__Directions for this task__: Each record below has to be printed verbatim.

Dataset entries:
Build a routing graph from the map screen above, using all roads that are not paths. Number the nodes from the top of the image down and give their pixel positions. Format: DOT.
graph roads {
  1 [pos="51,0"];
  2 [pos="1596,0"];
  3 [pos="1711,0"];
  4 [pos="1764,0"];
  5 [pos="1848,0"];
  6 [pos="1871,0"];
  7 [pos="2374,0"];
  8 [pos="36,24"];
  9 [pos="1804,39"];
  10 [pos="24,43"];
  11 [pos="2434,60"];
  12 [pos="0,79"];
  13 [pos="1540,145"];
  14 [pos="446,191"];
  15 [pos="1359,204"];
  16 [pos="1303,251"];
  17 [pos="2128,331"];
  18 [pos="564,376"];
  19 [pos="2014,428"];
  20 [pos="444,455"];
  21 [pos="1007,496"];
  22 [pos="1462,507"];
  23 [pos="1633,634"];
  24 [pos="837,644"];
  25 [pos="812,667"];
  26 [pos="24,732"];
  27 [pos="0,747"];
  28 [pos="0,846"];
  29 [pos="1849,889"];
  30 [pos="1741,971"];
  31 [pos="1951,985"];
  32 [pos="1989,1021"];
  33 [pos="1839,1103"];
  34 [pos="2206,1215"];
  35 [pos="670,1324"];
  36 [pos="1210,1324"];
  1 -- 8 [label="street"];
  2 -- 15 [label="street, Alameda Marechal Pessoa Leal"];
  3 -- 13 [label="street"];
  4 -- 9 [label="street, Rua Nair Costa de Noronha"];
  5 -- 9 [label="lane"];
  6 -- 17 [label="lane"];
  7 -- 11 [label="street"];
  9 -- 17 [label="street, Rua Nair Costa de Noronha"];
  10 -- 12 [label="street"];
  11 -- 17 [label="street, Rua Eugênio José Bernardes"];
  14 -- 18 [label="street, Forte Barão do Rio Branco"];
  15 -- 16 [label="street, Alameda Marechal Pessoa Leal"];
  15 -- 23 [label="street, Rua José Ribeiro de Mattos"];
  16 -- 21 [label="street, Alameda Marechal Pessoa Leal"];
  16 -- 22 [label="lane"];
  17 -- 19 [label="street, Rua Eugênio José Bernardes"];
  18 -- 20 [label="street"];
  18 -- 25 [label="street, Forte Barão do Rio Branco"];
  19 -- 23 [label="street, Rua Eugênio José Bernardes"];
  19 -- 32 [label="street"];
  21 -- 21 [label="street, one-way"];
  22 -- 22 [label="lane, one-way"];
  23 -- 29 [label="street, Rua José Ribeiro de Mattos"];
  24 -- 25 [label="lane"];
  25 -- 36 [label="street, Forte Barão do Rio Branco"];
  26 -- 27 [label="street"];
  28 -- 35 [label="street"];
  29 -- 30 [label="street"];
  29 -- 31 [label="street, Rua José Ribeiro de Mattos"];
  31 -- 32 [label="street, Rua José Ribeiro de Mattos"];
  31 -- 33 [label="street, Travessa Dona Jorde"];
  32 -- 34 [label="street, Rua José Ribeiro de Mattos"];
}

__Task result__:
Build a routing graph from the map screen above, using all roads that are not paths. Number the nodes from the top of the image down and give their pixel positions. Format: DOT.
graph roads {
  1 [pos="51,0"];
  2 [pos="1596,0"];
  3 [pos="1711,0"];
  4 [pos="1764,0"];
  5 [pos="1848,0"];
  6 [pos="1871,0"];
  7 [pos="2374,0"];
  8 [pos="36,24"];
  9 [pos="1804,39"];
  10 [pos="24,43"];
  11 [pos="2434,60"];
  12 [pos="0,79"];
  13 [pos="1540,145"];
  14 [pos="446,191"];
  15 [pos="1359,204"];
  16 [pos="1303,251"];
  17 [pos="2128,331"];
  18 [pos="564,376"];
  19 [pos="2014,428"];
  20 [pos="444,455"];
  21 [pos="1007,496"];
  22 [pos="1462,507"];
  23 [pos="1633,634"];
  24 [pos="837,644"];
  25 [pos="812,667"];
  26 [pos="24,732"];
  27 [pos="0,747"];
  28 [pos="0,846"];
  29 [pos="1849,889"];
  30 [pos="1741,971"];
  31 [pos="1951,985"];
  32 [pos="1989,1021"];
  33 [pos="1839,1103"];
  34 [pos="2206,1215"];
  35 [pos="670,1324"];
  36 [pos="1210,1324"];
  1 -- 8 [label="street"];
  2 -- 15 [label="street, Alameda Marechal Pessoa Leal"];
  3 -- 13 [label="street"];
  4 -- 9 [label="street, Rua Nair Costa de Noronha"];
  5 -- 9 [label="lane"];
  6 -- 17 [label="lane"];
  7 -- 11 [label="street"];
  9 -- 17 [label="street, Rua Nair Costa de Noronha"];
  10 -- 12 [label="street"];
  11 -- 17 [label="street, Rua Eugênio José Bernardes"];
  14 -- 18 [label="street, Forte Barão do Rio Branco"];
  15 -- 16 [label="street, Alameda Marechal Pessoa Leal"];
  15 -- 23 [label="street, Rua José Ribeiro de Mattos"];
  16 -- 21 [label="street, Alameda Marechal Pessoa Leal"];
  16 -- 22 [label="lane"];
  17 -- 19 [label="street, Rua Eugênio José Bernardes"];
  18 -- 20 [label="street"];
  18 -- 25 [label="street, Forte Barão do Rio Branco"];
  19 -- 23 [label="street, Rua Eugênio José Bernardes"];
  19 -- 32 [label="street"];
  21 -- 21 [label="street, one-way"];
  22 -- 22 [label="lane, one-way"];
  23 -- 29 [label="street, Rua José Ribeiro de Mattos"];
  24 -- 25 [label="lane"];
  25 -- 36 [label="street, Forte Barão do Rio Branco"];
  26 -- 27 [label="street"];
  28 -- 35 [label="street"];
  29 -- 30 [label="street"];
  29 -- 31 [label="street, Rua José Ribeiro de Mattos"];
  31 -- 32 [label="street, Rua José Ribeiro de Mattos"];
  31 -- 33 [label="street, Travessa Dona Jorde"];
  32 -- 34 [label="street, Rua José Ribeiro de Mattos"];
}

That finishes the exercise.